*** SUPPLIED DATA ***

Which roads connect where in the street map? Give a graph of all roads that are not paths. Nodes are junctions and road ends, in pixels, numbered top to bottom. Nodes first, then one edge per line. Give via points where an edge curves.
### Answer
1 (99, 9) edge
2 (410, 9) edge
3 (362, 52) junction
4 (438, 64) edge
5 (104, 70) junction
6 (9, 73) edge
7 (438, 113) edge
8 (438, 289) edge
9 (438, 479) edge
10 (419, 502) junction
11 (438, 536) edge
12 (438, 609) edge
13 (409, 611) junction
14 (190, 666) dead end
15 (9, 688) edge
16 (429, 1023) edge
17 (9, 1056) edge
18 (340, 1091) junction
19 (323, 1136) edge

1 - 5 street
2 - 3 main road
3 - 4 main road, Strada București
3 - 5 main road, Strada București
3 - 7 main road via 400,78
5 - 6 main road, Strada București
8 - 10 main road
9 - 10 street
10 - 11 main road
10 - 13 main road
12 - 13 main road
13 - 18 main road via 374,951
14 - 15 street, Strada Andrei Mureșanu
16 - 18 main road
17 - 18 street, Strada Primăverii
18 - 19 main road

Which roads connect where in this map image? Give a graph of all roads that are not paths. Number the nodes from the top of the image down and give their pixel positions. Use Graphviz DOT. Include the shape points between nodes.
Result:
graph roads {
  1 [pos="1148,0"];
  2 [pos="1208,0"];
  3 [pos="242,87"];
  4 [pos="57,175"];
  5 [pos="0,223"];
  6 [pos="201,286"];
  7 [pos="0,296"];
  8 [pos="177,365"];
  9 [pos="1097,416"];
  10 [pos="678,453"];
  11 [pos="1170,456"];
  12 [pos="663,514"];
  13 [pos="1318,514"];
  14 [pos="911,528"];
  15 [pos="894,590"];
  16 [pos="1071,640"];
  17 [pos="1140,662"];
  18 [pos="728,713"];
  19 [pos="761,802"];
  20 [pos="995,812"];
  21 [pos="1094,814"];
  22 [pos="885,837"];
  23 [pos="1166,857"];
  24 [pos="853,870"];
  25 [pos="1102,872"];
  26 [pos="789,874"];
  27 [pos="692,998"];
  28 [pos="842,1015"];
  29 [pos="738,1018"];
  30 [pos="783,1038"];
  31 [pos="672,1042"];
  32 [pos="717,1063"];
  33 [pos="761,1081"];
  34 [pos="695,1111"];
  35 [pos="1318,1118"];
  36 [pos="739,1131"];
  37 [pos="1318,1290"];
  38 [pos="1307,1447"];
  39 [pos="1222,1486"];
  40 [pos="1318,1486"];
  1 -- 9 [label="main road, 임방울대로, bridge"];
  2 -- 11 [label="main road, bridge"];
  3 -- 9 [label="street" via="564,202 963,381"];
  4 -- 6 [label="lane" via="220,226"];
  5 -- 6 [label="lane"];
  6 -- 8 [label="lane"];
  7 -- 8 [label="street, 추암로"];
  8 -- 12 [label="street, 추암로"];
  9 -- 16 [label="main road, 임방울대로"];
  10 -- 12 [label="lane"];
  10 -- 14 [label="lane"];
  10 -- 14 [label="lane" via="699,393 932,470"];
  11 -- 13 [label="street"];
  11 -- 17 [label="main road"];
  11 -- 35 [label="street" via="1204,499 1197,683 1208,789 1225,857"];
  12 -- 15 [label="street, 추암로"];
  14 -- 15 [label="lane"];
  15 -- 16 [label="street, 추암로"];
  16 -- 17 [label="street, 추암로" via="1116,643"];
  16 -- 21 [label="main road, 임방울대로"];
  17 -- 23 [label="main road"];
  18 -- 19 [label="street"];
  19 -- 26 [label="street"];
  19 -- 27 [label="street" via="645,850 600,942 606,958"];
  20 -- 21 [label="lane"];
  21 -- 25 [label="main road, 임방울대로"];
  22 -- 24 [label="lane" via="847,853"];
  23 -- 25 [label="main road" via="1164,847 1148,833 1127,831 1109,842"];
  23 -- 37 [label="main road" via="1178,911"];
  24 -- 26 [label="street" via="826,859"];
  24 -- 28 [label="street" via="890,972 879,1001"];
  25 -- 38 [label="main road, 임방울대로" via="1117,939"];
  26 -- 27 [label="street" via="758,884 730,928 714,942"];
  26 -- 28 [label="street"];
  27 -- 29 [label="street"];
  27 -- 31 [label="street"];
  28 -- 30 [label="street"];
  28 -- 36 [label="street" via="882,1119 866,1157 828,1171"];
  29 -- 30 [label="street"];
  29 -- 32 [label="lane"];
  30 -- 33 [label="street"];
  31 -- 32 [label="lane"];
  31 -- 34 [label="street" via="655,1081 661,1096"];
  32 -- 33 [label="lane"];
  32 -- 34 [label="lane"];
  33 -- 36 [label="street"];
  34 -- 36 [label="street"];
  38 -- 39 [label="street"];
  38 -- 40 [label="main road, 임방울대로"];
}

***

◆ PROBLEM TO WORK ON
Each line of the material above is to be retyped verbatim.

◆ WRITTEN RESPONSE
Which roads connect where in the street map? Give a graph of all roads that are not paths. Nodes are junctions and road ends, in pixels, numbered top to bottom. Nodes first, then one edge per line. Give via points where an edge curves.
### Answer
1 (99, 9) edge
2 (410, 9) edge
3 (362, 52) junction
4 (438, 64) edge
5 (104, 70) junction
6 (9, 73) edge
7 (438, 113) edge
8 (438, 289) edge
9 (438, 479) edge
10 (419, 502) junction
11 (438, 536) edge
12 (438, 609) edge
13 (409, 611) junction
14 (190, 666) dead end
15 (9, 688) edge
16 (429, 1023) edge
17 (9, 1056) edge
18 (340, 1091) junction
19 (323, 1136) edge

1 - 5 street
2 - 3 main road
3 - 4 main road, Strada București
3 - 5 main road, Strada București
3 - 7 main road via 400,78
5 - 6 main road, Strada București
8 - 10 main road
9 - 10 street
10 - 11 main road
10 - 13 main road
12 - 13 main road
13 - 18 main road via 374,951
14 - 15 street, Strada Andrei Mureșanu
16 - 18 main road
17 - 18 street, Strada Primăverii
18 - 19 main road

Which roads connect where in this map image? Give a graph of all roads that are not paths. Number the nodes from the top of the image down and give their pixel positions. Use Graphviz DOT. Include the shape points between nodes.
Result:
graph roads {
  1 [pos="1148,0"];
  2 [pos="1208,0"];
  3 [pos="242,87"];
  4 [pos="57,175"];
  5 [pos="0,223"];
  6 [pos="201,286"];
  7 [pos="0,296"];
  8 [pos="177,365"];
  9 [pos="1097,416"];
  10 [pos="678,453"];
  11 [pos="1170,456"];
  12 [pos="663,514"];
  13 [pos="1318,514"];
  14 [pos="911,528"];
  15 [pos="894,590"];
  16 [pos="1071,640"];
  17 [pos="1140,662"];
  18 [pos="728,713"];
  19 [pos="761,802"];
  20 [pos="995,812"];
  21 [pos="1094,814"];
  22 [pos="885,837"];
  23 [pos="1166,857"];
  24 [pos="853,870"];
  25 [pos="1102,872"];
  26 [pos="789,874"];
  27 [pos="692,998"];
  28 [pos="842,1015"];
  29 [pos="738,1018"];
  30 [pos="783,1038"];
  31 [pos="672,1042"];
  32 [pos="717,1063"];
  33 [pos="761,1081"];
  34 [pos="695,1111"];
  35 [pos="1318,1118"];
  36 [pos="739,1131"];
  37 [pos="1318,1290"];
  38 [pos="1307,1447"];
  39 [pos="1222,1486"];
  40 [pos="1318,1486"];
  1 -- 9 [label="main road, 임방울대로, bridge"];
  2 -- 11 [label="main road, bridge"];
  3 -- 9 [label="street" via="564,202 963,381"];
  4 -- 6 [label="lane" via="220,226"];
  5 -- 6 [label="lane"];
  6 -- 8 [label="lane"];
  7 -- 8 [label="street, 추암로"];
  8 -- 12 [label="street, 추암로"];
  9 -- 16 [label="main road, 임방울대로"];
  10 -- 12 [label="lane"];
  10 -- 14 [label="lane"];
  10 -- 14 [label="lane" via="699,393 932,470"];
  11 -- 13 [label="street"];
  11 -- 17 [label="main road"];
  11 -- 35 [label="street" via="1204,499 1197,683 1208,789 1225,857"];
  12 -- 15 [label="street, 추암로"];
  14 -- 15 [label="lane"];
  15 -- 16 [label="street, 추암로"];
  16 -- 17 [label="street, 추암로" via="1116,643"];
  16 -- 21 [label="main road, 임방울대로"];
  17 -- 23 [label="main road"];
  18 -- 19 [label="street"];
  19 -- 26 [label="street"];
  19 -- 27 [label="street" via="645,850 600,942 606,958"];
  20 -- 21 [label="lane"];
  21 -- 25 [label="main road, 임방울대로"];
  22 -- 24 [label="lane" via="847,853"];
  23 -- 25 [label="main road" via="1164,847 1148,833 1127,831 1109,842"];
  23 -- 37 [label="main road" via="1178,911"];
  24 -- 26 [label="street" via="826,859"];
  24 -- 28 [label="street" via="890,972 879,1001"];
  25 -- 38 [label="main road, 임방울대로" via="1117,939"];
  26 -- 27 [label="street" via="758,884 730,928 714,942"];
  26 -- 28 [label="street"];
  27 -- 29 [label="street"];
  27 -- 31 [label="street"];
  28 -- 30 [label="street"];
  28 -- 36 [label="street" via="882,1119 866,1157 828,1171"];
  29 -- 30 [label="street"];
  29 -- 32 [label="lane"];
  30 -- 33 [label="street"];
  31 -- 32 [label="lane"];
  31 -- 34 [label="street" via="655,1081 661,1096"];
  32 -- 33 [label="lane"];
  32 -- 34 [label="lane"];
  33 -- 36 [label="street"];
  34 -- 36 [label="street"];
  38 -- 39 [label="street"];
  38 -- 40 [label="main road, 임방울대로"];
}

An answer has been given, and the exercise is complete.